*** SUPPLIED RECORDS Section Begins ***

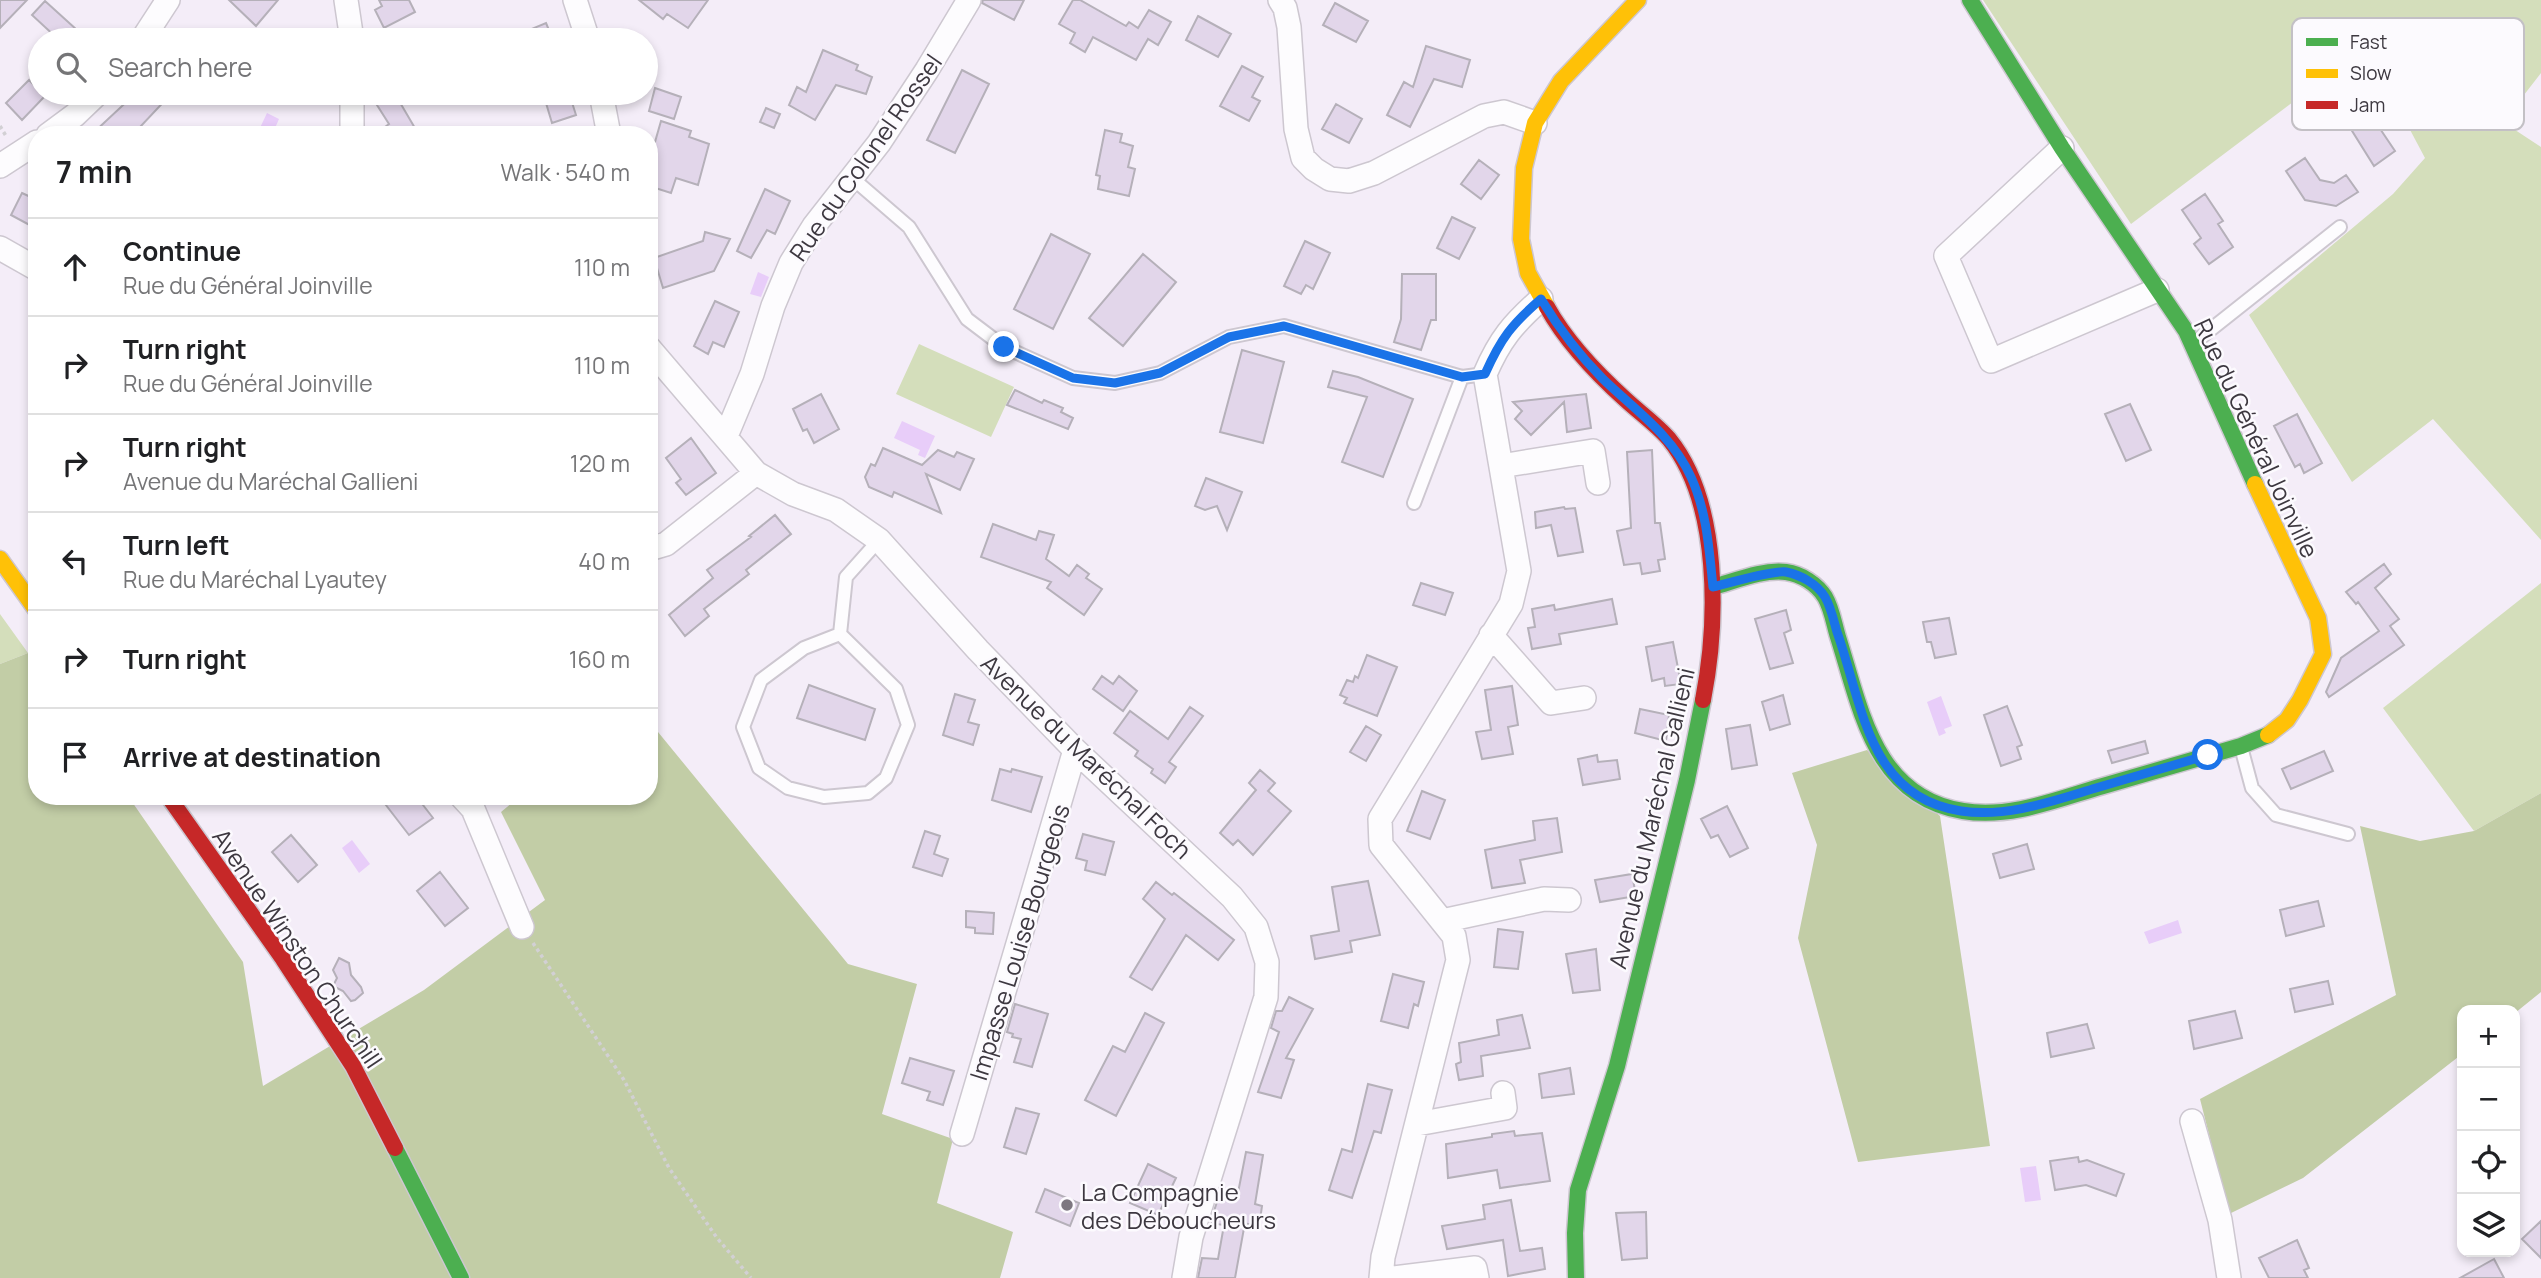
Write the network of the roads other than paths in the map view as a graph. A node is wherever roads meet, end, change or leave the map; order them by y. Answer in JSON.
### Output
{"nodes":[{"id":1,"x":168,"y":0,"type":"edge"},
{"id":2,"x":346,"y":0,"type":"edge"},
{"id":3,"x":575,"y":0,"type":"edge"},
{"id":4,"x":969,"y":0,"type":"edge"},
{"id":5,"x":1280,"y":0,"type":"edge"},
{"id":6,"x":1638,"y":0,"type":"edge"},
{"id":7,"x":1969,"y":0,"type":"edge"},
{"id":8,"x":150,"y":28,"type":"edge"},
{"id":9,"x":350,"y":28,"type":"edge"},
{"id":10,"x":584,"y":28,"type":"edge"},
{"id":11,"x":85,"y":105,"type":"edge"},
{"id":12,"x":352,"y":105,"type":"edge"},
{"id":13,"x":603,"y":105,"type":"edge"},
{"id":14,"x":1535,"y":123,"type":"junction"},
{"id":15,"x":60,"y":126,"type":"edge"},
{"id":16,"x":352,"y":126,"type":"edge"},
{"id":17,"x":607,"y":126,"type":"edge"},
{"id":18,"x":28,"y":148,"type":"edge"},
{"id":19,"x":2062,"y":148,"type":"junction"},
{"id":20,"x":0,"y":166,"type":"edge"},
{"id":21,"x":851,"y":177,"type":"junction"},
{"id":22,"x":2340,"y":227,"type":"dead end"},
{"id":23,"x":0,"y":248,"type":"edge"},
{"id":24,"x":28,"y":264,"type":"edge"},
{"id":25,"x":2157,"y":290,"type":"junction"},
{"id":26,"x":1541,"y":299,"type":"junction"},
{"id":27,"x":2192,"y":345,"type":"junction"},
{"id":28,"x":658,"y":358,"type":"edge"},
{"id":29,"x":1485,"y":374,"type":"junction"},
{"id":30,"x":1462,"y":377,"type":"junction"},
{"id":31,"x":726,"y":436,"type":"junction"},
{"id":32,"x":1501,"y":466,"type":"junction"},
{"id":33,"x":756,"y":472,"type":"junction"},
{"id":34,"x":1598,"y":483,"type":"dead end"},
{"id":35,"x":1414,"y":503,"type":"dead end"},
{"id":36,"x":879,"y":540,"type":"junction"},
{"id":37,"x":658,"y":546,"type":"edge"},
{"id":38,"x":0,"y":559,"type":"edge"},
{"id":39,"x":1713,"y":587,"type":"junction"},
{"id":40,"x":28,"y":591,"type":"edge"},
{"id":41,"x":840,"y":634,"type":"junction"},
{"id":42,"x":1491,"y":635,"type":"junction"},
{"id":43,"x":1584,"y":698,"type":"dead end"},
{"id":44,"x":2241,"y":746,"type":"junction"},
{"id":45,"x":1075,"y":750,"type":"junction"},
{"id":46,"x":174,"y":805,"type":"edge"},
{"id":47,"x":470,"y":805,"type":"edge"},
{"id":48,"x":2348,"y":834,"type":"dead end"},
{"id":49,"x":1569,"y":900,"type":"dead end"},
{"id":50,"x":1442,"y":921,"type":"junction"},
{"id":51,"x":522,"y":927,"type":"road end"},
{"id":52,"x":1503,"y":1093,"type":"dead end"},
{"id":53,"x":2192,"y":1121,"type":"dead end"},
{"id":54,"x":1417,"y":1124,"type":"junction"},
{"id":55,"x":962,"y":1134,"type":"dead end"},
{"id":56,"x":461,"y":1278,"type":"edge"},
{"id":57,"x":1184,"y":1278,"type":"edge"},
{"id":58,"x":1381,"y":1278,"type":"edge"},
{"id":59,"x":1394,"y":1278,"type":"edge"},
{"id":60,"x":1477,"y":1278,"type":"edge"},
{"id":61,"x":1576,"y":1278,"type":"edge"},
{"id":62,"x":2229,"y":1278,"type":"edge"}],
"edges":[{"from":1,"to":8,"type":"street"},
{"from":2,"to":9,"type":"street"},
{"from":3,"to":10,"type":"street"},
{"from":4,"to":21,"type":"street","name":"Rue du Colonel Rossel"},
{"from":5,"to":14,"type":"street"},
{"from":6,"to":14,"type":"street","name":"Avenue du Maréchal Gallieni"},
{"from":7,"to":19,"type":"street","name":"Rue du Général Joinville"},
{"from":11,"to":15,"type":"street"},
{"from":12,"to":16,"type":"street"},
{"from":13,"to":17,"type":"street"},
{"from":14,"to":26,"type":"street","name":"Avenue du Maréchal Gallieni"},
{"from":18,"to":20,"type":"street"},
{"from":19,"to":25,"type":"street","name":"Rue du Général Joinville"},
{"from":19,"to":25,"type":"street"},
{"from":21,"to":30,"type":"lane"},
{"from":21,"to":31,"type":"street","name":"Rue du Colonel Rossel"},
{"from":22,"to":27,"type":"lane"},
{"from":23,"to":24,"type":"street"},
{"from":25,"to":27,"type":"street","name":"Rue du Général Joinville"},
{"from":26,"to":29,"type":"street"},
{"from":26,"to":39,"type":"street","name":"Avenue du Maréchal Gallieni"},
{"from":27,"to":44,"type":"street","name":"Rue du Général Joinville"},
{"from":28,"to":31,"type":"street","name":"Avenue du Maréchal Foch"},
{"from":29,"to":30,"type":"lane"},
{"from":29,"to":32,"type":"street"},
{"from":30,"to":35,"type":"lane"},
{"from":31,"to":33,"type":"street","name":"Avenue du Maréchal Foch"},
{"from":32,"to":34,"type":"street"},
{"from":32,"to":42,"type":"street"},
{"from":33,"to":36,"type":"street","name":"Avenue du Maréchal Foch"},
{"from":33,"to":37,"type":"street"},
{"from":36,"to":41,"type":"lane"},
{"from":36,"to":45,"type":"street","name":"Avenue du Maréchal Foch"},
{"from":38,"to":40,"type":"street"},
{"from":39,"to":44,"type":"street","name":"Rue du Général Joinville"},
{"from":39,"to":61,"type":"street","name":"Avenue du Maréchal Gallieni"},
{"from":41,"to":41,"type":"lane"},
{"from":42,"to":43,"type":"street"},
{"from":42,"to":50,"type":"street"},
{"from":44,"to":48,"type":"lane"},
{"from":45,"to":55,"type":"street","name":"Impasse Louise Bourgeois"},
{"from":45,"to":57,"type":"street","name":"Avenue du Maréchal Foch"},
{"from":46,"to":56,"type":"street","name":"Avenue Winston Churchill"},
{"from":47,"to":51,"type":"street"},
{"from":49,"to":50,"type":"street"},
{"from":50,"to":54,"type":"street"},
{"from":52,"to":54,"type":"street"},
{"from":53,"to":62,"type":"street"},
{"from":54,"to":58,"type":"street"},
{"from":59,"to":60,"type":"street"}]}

*** SUPPLIED RECORDS Section Ends ***
*** SUPPLIED RECORDS Section Begins ***

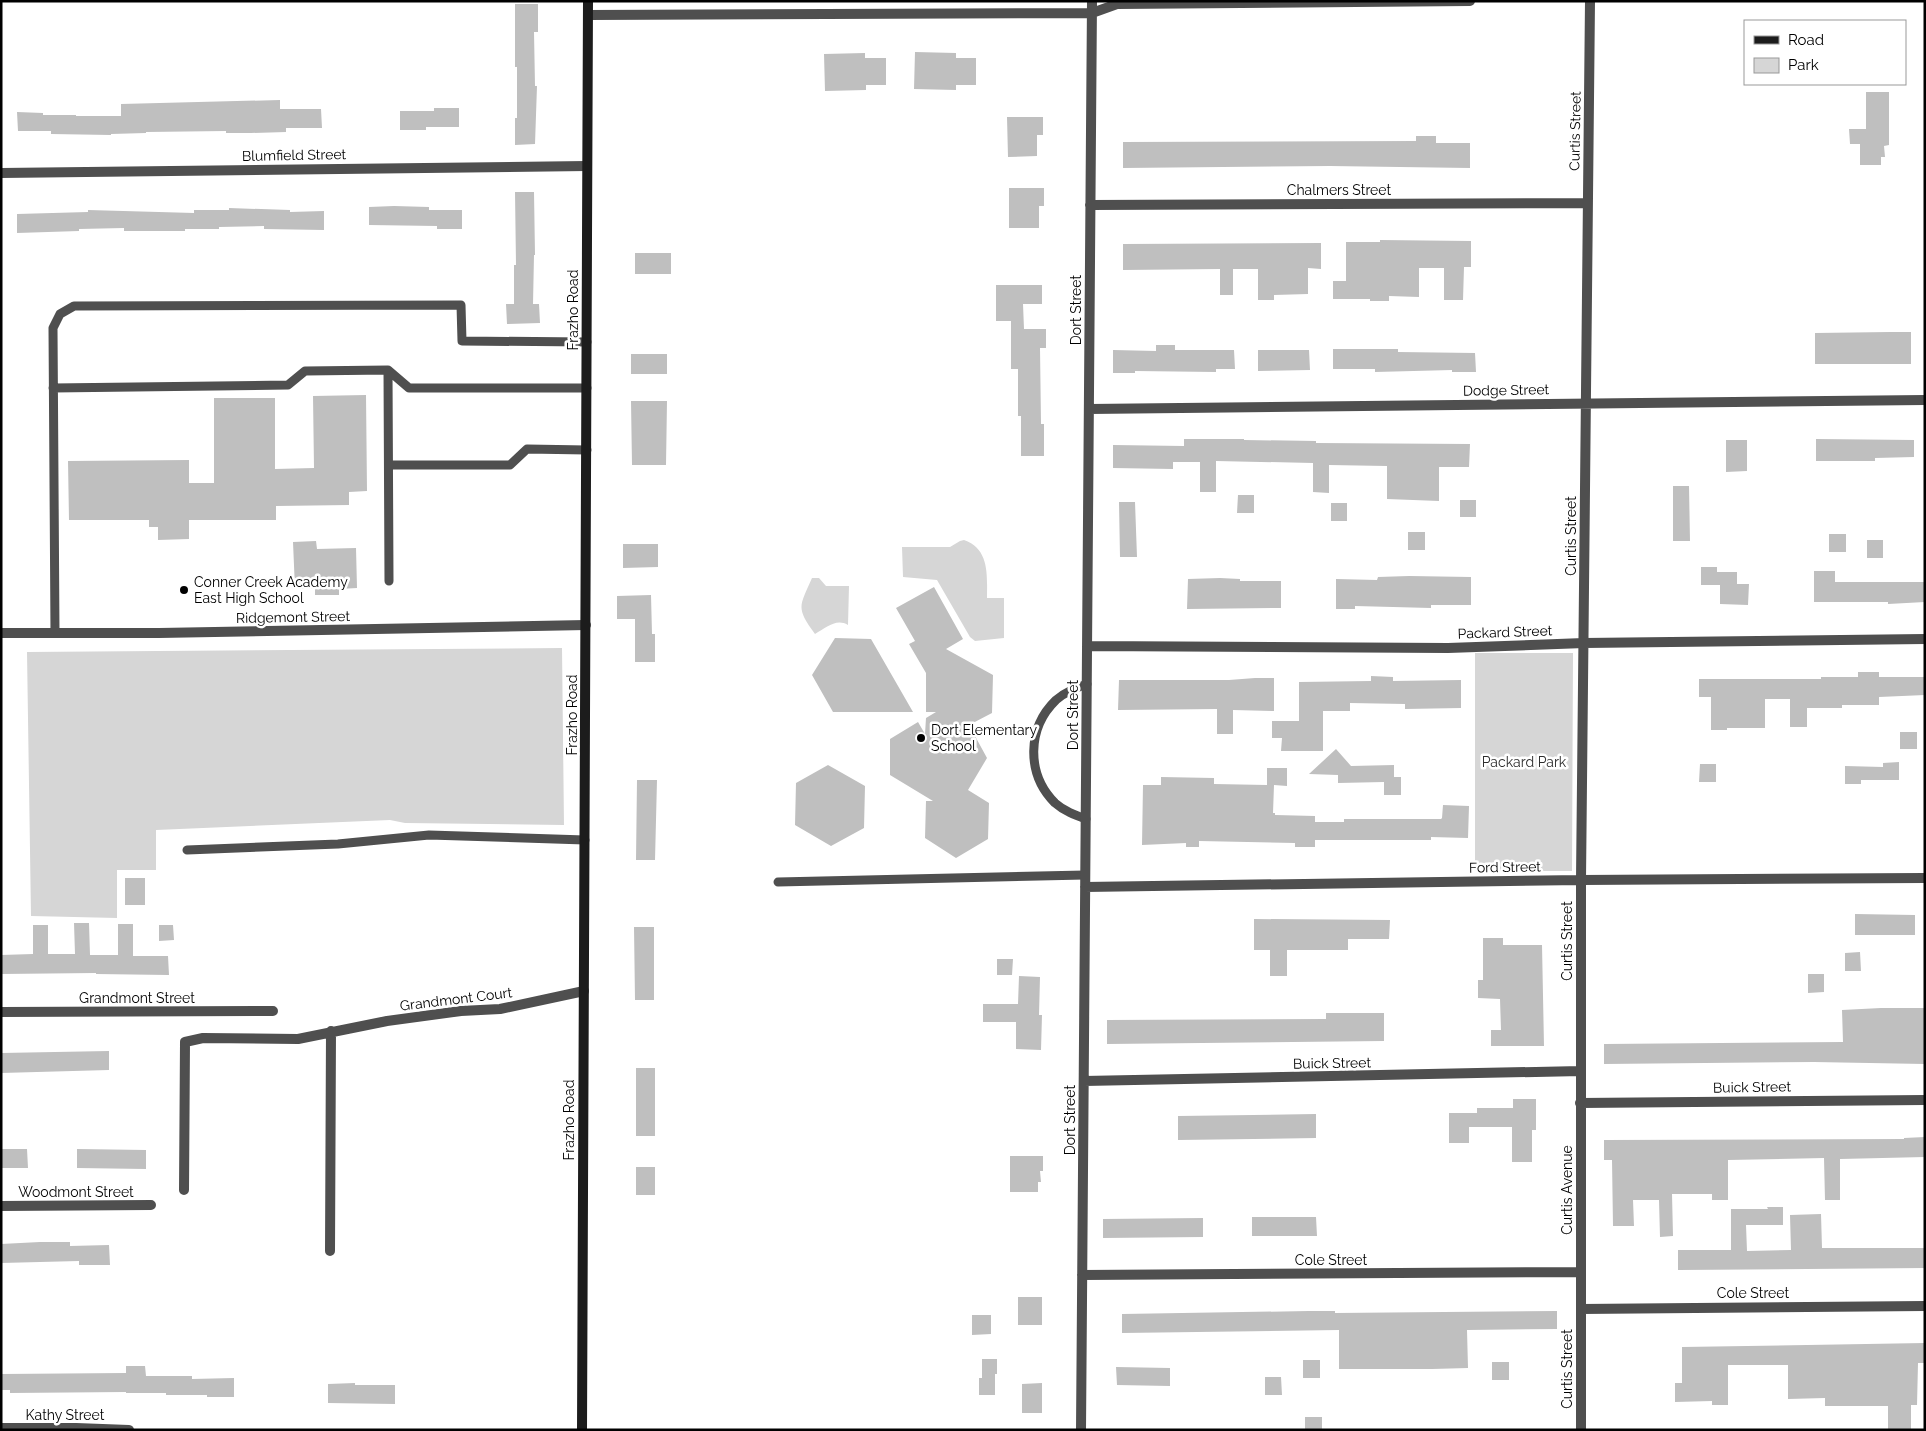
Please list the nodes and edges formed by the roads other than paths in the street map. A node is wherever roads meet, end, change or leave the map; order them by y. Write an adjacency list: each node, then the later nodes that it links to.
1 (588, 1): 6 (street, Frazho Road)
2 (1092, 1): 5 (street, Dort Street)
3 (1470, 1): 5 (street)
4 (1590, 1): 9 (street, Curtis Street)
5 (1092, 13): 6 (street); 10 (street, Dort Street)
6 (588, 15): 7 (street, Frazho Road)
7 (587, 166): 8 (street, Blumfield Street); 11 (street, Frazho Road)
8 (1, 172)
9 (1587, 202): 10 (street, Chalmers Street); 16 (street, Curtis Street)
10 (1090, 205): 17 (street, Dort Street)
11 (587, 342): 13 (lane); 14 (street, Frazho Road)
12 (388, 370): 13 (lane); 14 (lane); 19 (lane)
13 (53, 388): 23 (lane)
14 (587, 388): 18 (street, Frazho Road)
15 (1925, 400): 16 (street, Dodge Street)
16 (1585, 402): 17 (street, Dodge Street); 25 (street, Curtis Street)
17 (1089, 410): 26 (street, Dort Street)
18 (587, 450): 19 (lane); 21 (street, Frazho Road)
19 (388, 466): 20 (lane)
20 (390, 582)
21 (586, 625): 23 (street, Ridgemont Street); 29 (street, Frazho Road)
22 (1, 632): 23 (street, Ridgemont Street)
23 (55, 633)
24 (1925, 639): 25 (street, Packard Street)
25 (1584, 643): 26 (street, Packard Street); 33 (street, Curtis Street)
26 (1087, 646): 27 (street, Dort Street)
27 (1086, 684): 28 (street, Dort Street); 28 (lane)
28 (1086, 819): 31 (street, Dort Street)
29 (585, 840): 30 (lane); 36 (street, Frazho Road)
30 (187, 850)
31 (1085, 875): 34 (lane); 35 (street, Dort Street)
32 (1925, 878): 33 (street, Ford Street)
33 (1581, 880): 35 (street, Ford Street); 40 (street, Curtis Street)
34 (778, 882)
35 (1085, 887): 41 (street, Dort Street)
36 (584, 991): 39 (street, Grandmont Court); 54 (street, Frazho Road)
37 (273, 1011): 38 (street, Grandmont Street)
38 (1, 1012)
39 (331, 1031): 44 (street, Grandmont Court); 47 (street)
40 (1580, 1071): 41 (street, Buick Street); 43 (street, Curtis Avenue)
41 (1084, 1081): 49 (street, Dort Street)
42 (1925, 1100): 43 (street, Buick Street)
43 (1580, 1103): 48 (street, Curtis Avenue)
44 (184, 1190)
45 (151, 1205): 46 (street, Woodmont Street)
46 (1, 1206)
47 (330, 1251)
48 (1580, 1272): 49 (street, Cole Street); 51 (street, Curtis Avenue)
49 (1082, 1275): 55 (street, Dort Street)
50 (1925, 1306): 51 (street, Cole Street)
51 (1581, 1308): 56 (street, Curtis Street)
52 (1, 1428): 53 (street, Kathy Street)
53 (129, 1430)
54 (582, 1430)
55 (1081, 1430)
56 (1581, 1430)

*** SUPPLIED RECORDS Section Ends ***

WORK ORDER: Copy out each line carrying the string "Buick" from the data.

EXERCISE RESPONSE:
40 (1580, 1071): 41 (street, Buick Street); 43 (street, Curtis Avenue)
42 (1925, 1100): 43 (street, Buick Street)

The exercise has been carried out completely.